• [Work required]
Output all of the entries beneath, exactly as written.
==== Exercise material ====
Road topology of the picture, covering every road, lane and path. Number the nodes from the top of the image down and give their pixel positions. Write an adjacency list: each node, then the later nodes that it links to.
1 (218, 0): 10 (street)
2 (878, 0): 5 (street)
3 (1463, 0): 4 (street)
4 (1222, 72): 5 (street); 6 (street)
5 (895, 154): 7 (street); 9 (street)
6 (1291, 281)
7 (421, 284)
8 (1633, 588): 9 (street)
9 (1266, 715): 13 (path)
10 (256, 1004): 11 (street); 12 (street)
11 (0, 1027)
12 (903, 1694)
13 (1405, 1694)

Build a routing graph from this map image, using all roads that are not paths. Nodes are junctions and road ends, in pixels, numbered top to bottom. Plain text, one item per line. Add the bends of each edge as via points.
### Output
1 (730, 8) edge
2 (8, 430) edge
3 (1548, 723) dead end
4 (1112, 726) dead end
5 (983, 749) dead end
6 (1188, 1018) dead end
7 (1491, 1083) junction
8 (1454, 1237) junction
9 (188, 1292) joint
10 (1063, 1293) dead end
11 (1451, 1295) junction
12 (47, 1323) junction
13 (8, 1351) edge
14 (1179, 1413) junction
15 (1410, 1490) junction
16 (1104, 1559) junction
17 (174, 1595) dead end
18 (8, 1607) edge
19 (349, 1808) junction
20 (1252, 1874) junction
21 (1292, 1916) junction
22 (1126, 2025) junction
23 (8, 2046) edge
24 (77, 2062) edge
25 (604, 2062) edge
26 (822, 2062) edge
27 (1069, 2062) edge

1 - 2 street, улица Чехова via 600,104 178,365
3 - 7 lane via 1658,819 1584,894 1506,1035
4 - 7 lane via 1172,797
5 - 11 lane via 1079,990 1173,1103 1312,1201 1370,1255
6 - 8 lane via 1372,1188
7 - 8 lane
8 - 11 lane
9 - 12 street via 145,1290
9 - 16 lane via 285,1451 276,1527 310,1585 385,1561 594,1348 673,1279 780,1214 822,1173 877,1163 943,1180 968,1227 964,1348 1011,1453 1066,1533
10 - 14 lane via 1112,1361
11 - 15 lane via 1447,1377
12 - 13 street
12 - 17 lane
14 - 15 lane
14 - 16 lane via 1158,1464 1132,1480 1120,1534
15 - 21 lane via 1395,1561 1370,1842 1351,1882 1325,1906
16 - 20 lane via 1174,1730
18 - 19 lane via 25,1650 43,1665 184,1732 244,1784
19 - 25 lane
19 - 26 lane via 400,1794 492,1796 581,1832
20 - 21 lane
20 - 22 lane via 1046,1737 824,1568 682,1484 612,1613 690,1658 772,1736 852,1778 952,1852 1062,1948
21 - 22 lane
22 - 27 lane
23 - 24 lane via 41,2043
====
• [Your response]
Road topology of the picture, covering every road, lane and path. Number the nodes from the top of the image down and give their pixel positions. Write an adjacency list: each node, then the later nodes that it links to.
1 (218, 0): 10 (street)
2 (878, 0): 5 (street)
3 (1463, 0): 4 (street)
4 (1222, 72): 5 (street); 6 (street)
5 (895, 154): 7 (street); 9 (street)
6 (1291, 281)
7 (421, 284)
8 (1633, 588): 9 (street)
9 (1266, 715): 13 (path)
10 (256, 1004): 11 (street); 12 (street)
11 (0, 1027)
12 (903, 1694)
13 (1405, 1694)

Build a routing graph from this map image, using all roads that are not paths. Nodes are junctions and road ends, in pixels, numbered top to bottom. Plain text, one item per line. Add the bends of each edge as via points.
### Output
1 (730, 8) edge
2 (8, 430) edge
3 (1548, 723) dead end
4 (1112, 726) dead end
5 (983, 749) dead end
6 (1188, 1018) dead end
7 (1491, 1083) junction
8 (1454, 1237) junction
9 (188, 1292) joint
10 (1063, 1293) dead end
11 (1451, 1295) junction
12 (47, 1323) junction
13 (8, 1351) edge
14 (1179, 1413) junction
15 (1410, 1490) junction
16 (1104, 1559) junction
17 (174, 1595) dead end
18 (8, 1607) edge
19 (349, 1808) junction
20 (1252, 1874) junction
21 (1292, 1916) junction
22 (1126, 2025) junction
23 (8, 2046) edge
24 (77, 2062) edge
25 (604, 2062) edge
26 (822, 2062) edge
27 (1069, 2062) edge

1 - 2 street, улица Чехова via 600,104 178,365
3 - 7 lane via 1658,819 1584,894 1506,1035
4 - 7 lane via 1172,797
5 - 11 lane via 1079,990 1173,1103 1312,1201 1370,1255
6 - 8 lane via 1372,1188
7 - 8 lane
8 - 11 lane
9 - 12 street via 145,1290
9 - 16 lane via 285,1451 276,1527 310,1585 385,1561 594,1348 673,1279 780,1214 822,1173 877,1163 943,1180 968,1227 964,1348 1011,1453 1066,1533
10 - 14 lane via 1112,1361
11 - 15 lane via 1447,1377
12 - 13 street
12 - 17 lane
14 - 15 lane
14 - 16 lane via 1158,1464 1132,1480 1120,1534
15 - 21 lane via 1395,1561 1370,1842 1351,1882 1325,1906
16 - 20 lane via 1174,1730
18 - 19 lane via 25,1650 43,1665 184,1732 244,1784
19 - 25 lane
19 - 26 lane via 400,1794 492,1796 581,1832
20 - 21 lane
20 - 22 lane via 1046,1737 824,1568 682,1484 612,1613 690,1658 772,1736 852,1778 952,1852 1062,1948
21 - 22 lane
22 - 27 lane
23 - 24 lane via 41,2043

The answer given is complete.